Ele nunca vem para os
corajosos e gananciosos. Os espertos acabam o encanto. Adiam o presente para
outro felizardo. O medroso é o escolhido, pelo dono do tesouro, que falecera
centenas de anos atrás.
Não existiam bancos por
essas paragens, nos tempos dos desbravadores da Amazônia. Os tesouros levados
por eles, na maioria das vezes eram enterrados. Quando uma grande praga dos
trópicos dizimava a colônia, todas as pedras preciosas e principalmente objetos
de ouro, eram esquecidos e engolidos pela floresta.
Francisca uma ribeirinha,
cresceu ouvindo histórias de encanto, onde o além enriquecia os compatriotas com
avisos: uma centelha de fogo indicava o local ou o dono vinha como demônio rolando
pelo chão, mostrar seu carma e o motivo de sua cólera depois de morto.
Acostumada a lidar coma
vida do interior, chica como era seu agrado, estava na gestação do quinto
filho e, trabalhava fazendo farinha até seus últimos meses de grávida. Tinha até
um ditado: “Filhos fortes e saudáveis,
começam a trabalhar ainda na barriga”.
Tempo vai e vem e, o último
mês para dar a luz ia chegando. Pelas dificuldades da idade, 35 anos, ela
acabou diminuindo sua carga de trabalho. Suas tardes ficaram para se refrescar
na rede, embaixo de um cajueiro na sombra. Aquele era seu deleite: conseguir pegar
no sono com um vento, sem carregar o peso do barrigão.
Ramos, o marido, acabou ficando mais ocupado, sempre trabalhando, mas ouvindo a esposa dizer que nos cochilos da tarde, escutava vozes lhe chamando.
- Uma voz conhecida me chama meu velho! Eu me desperto do leve
sono e olho ao redor, não vejo ninguém. Só os passarinhos cantando.
- É minha velha, tu já deve está caducando - falou o marido rindo, quando viu a cara de desaprovação da esposa. – Isso deve ser só impressão tua, te acalma, não deve ser nada - termia a acalmando.
Era só Francisca colocar
a rede, para os ventos trazerem a voz, entrelaçada pelas folhas
caindo, como se o ar fresco viesse como um alto-falante, que só ela escutava.
Mesmo com “vista grossa”
de Ramos para a situação (ele não estava acreditando muito), ela decidiu dar
uma espairecida. Viajou para casa da mãe, na cidade, e os acontecimentos sessaram.

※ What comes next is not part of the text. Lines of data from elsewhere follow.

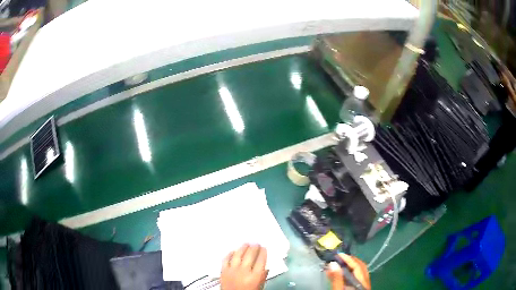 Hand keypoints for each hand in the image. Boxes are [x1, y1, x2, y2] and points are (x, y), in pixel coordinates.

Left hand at [220, 244, 267, 289]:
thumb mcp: (260, 286)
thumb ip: (262, 275)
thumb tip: (265, 265)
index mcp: (255, 276)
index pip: (261, 260)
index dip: (263, 252)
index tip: (264, 247)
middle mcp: (244, 271)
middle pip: (250, 255)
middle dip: (254, 247)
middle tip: (256, 243)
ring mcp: (232, 270)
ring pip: (238, 254)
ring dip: (242, 247)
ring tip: (246, 243)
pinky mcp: (223, 270)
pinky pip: (226, 258)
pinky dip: (230, 253)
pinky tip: (233, 250)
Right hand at [326, 254, 370, 289]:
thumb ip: (336, 279)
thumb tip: (332, 263)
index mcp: (362, 282)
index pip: (357, 266)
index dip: (348, 259)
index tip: (338, 254)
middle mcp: (366, 281)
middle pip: (361, 267)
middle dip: (351, 260)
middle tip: (339, 258)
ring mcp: (364, 285)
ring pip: (361, 271)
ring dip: (351, 266)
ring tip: (340, 264)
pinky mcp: (361, 288)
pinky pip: (358, 277)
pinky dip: (351, 272)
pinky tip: (343, 274) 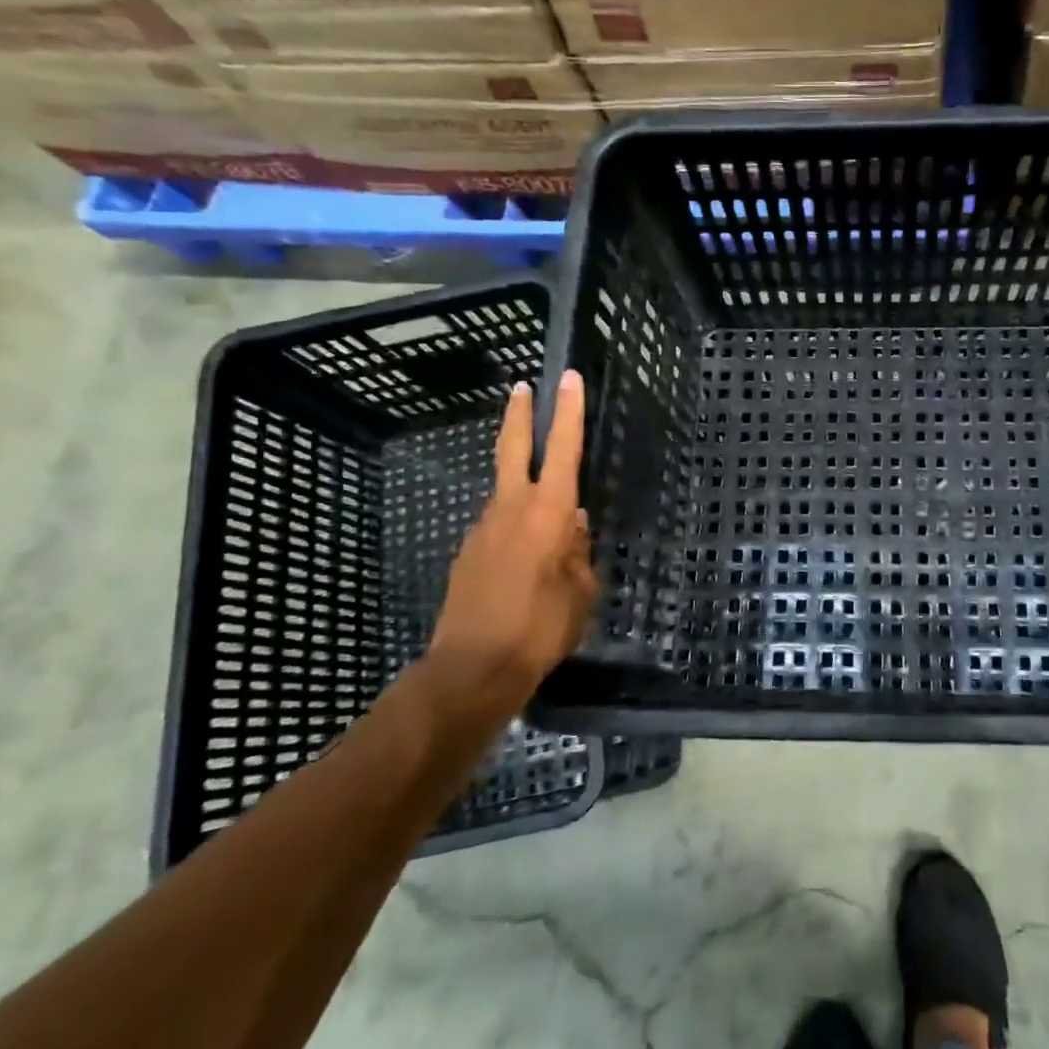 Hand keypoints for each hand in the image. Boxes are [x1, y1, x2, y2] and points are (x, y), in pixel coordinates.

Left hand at [430, 371, 596, 705]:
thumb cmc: (540, 628)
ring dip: (524, 488)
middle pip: (513, 449)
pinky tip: (527, 561)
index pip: (563, 450)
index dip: (568, 412)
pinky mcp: (468, 555)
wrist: (471, 670)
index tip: (567, 378)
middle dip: (520, 415)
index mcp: (548, 514)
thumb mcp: (580, 592)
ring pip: (507, 493)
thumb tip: (575, 527)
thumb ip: (579, 552)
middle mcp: (511, 510)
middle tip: (522, 387)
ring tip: (550, 523)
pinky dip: (516, 529)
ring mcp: (483, 530)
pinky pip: (499, 529)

Uma semana tranquila sem vozes a lhe aperrear na hora do sono. Mas, no instante
que chica voltou para o aconchego do lar, crente que estava livre das vozes,
elas voltaram.
Os olhos já iam se fechando quando escuta
de novo: “Senhora, por favor, me escute,
estou sofrendo, me ajude”.
Ela abriu os olhos de vez, tomou um grande susto, dando gritos descontrolados, toda se tremendo, parecendo que ia desfalecer. Mas, recuperou-se e viu que estava na frente de um jovem negro, com roupas feitas de sacas farrapentas, uma espingarda nas costas e um chapéu de palha, mais velho ainda.

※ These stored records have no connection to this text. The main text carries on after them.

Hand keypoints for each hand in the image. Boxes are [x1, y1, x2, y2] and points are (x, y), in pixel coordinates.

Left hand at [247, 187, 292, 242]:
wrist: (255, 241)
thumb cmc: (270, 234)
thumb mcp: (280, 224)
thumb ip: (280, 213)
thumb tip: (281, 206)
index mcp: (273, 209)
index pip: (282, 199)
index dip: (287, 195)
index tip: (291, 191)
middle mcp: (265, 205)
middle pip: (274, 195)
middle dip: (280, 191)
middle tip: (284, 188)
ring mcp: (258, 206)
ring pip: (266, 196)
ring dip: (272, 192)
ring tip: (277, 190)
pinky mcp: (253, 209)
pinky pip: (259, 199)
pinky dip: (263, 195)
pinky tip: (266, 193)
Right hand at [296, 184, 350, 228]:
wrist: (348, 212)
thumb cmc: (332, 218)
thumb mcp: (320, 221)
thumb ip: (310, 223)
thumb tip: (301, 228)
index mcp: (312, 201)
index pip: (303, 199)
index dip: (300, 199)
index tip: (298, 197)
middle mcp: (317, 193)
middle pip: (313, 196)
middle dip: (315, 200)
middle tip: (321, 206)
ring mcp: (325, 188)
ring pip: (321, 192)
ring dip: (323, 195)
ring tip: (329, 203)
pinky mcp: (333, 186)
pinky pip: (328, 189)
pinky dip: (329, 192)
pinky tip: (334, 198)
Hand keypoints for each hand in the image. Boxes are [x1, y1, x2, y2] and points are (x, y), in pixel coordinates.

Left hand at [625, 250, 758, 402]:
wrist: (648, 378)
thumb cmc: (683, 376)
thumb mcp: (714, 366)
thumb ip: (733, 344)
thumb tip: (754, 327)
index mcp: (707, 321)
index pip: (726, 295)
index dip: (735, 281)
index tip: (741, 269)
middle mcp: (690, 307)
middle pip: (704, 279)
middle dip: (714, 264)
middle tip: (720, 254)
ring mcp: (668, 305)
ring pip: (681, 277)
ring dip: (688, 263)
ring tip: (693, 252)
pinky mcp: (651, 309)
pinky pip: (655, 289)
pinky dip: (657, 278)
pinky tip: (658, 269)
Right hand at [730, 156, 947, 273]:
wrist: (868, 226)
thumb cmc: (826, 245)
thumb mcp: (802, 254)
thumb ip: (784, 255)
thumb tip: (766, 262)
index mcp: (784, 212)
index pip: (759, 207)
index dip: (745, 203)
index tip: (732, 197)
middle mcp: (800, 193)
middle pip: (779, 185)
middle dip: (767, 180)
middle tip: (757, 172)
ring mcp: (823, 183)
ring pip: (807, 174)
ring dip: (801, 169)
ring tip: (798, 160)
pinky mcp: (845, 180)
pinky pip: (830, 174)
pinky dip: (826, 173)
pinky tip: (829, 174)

Francisca não acreditou, reconheceu a voz de seus leves cochilos, esfregou os olhos para ver se o homem sumia. Mas ele continuava lá, pedindo ajuda, sem seu marido por perto. Ele certamente, se vesse, iria acreditar nela.
- Eu preciso me livrar desse carma, me liberta por favor. O meu Coroner, no leito de morte, deixou-me essa maldição, um tesouro. Eu nunca o encontrei, acabei com anos de minha vida procurando, até morrer! Me ajuda. Só me libertarei quando você encontrar. Agora eu sei onde está. Não sinta medo, sou o dono do tesouro, ele deixou para mim. Você pode me liberar dessa maldição e ainda ficar rica.
Nesse instante, chica ficou petrificada de medo, sabia que o homem não era real ou era um personagem das histórias que ouviu na infância. Mas, após ter certeza que aquilo estava acontecendo, fez o que jamais tinha imaginado, respondeu ao fantasma sofredor:
- Eu vou te ajudar. Onde está o que te aprisiona e não deixa você
ir?
- Está debaixo desse cajueiro, onde dorme todas as tardes. Você tem que tirar essa noite, mas faça sozinha - disse o fantasma desaparecendo.
Chica muito apavorada, meio atordoada, nunca que ia no meio da noite, grávida, cavar a terra com muito medo de fantasma, era capaz de abortar. Acabou esperando o marido chegar para lhe ajudar a ficar rica.
- Meu velho, estou com muito medo, me ajuda. Sabe aquelas vozes? Era uma visagem, ele está sofrendo e quer me dar riquezas.
Caído em si, o marido já
meio chateado, resolve tomar uma atitude: “Vamos
tirar o tesouro essa noite, como ele disse, para ver se é verdade”.
A noite caiu e lá estava chica e o
marido.
Com muita força ele
começa a cavar. Após alguns minutos, a ferramenta bate em uma caixa de madeira,
linda como nunca viu. Olhou para esposa e disse: “É aqui minha velha, acho que vamos ficar ricos”.
Na hora que abriu a tampa
de madeira, viu seus ouros e pedras preciosas, transformarem-se em carvões, tão
brilhantes que chegavam a ofuscar a vista. Ramos não acreditou. Uma fortuna, esvaiu-se
por suas mãos. Chorou copiosamente até perder as lágrimas e dar-se por convencido
que tinha perdido tudo, quebrando o encanto.
As riquezas eram para
Francisca, e não para ele. Só ela poderia libertar o fantasma do seu sofrimento
eterno.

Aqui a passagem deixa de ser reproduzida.